IF 2.1 4区 医学 Q2 EMERGENCY MEDICINE Pub Date : 2024-10-04 DOI: 10.1016/j.auec.2024.09.005
Elisha Deegan, Peter Lewis, Laynie H Pullin, Nathan J Wilson

Aim: To explore evidence that informs new or non-standard methods for delivery of cardiopulmonary resuscitation (CPR) and basic life support (BLS) that may be used by carers of wheelchair users and assist in the development of an educational intervention.

Material and methods: A scoping review was conducted. Keywords used included cardiac arrest, cardiopulmonary, resuscitation, "basic life support", and special circumstances. In total, 3581 papers were retrieved and 72 full text articles were reviewed with 14 papers meeting the inclusion criteria.

Results: Nine intervention studies, three systematic reviews and two expert opinion papers were included and divided into four broad categories pertaining to how they differed from standard CPR guidelines. The four categories were nontraditional compression techniques, CPR not delivered in a flat position, CPR not delivered on a hard surface and CPR not delivered at floor level.

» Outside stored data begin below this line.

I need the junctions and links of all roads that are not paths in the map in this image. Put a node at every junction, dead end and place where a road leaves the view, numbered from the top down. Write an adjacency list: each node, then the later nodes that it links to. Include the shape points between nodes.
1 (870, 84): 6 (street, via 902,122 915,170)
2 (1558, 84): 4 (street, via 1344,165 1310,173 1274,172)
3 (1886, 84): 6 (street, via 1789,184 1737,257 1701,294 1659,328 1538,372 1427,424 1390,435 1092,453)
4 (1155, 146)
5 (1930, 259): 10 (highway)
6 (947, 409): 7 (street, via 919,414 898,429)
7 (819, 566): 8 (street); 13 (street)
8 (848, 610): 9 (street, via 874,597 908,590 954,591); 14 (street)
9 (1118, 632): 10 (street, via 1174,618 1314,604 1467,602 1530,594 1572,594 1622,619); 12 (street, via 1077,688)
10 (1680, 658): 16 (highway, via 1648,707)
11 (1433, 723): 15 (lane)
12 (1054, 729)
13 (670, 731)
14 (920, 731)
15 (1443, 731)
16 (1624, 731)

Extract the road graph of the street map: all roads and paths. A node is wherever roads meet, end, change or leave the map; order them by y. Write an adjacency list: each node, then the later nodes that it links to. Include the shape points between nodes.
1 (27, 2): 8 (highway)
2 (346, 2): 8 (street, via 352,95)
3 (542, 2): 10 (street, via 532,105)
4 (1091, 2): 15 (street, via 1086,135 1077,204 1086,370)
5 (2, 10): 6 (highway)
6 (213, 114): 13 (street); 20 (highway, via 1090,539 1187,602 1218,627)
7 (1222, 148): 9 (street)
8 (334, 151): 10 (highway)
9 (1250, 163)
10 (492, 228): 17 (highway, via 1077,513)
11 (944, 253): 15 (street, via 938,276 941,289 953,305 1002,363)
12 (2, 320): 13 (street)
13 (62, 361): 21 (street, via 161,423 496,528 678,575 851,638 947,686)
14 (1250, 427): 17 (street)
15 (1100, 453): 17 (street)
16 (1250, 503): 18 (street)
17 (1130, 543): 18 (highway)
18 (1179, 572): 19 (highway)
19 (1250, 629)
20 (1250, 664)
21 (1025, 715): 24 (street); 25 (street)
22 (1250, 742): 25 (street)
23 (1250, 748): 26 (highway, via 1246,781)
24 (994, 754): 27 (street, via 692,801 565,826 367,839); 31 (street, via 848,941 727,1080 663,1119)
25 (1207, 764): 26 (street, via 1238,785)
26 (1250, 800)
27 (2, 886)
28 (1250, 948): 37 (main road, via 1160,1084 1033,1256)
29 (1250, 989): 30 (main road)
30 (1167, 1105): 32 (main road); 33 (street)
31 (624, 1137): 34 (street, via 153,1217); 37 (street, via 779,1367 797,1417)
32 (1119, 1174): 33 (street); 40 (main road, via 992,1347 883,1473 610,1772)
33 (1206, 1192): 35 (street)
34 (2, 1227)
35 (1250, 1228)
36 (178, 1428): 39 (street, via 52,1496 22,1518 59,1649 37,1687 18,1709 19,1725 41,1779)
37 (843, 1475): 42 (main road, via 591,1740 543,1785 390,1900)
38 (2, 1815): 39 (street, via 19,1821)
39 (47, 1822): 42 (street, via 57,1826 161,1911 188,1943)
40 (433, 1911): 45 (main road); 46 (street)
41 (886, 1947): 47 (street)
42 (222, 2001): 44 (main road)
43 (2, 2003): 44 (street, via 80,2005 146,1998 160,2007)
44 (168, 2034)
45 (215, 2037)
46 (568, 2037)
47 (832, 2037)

Conclusion: The scoping review has identified techniques for delivery of CPR and BLS that may be beneficial to wheelchair users. Further research is required to determine applicability and effectiveness.

目的:探究轮椅使用者护理者可能使用的新的或非标准的心肺复苏(CPR)和基本生命支持(BLS)方法的相关证据,并协助制定教育干预措施:材料和方法:进行了一次范围界定审查。使用的关键词包括心脏骤停、心肺复苏、复苏术、"基本生命支持 "和特殊情况。共检索到 3581 篇论文,审查了 72 篇全文,其中 14 篇符合纳入标准:结果:共纳入 9 篇干预研究、3 篇系统综述和 2 篇专家意见论文,并根据其与标准心肺复苏指南的不同之处分为四大类。这四大类分别是非传统按压技术、非平躺进行心肺复苏、非在坚硬表面进行心肺复苏以及非在地面进行心肺复苏:范围界定审查确定了可能对轮椅使用者有益的心肺复苏和复苏生命支持技术。需要进一步研究以确定其适用性和有效性。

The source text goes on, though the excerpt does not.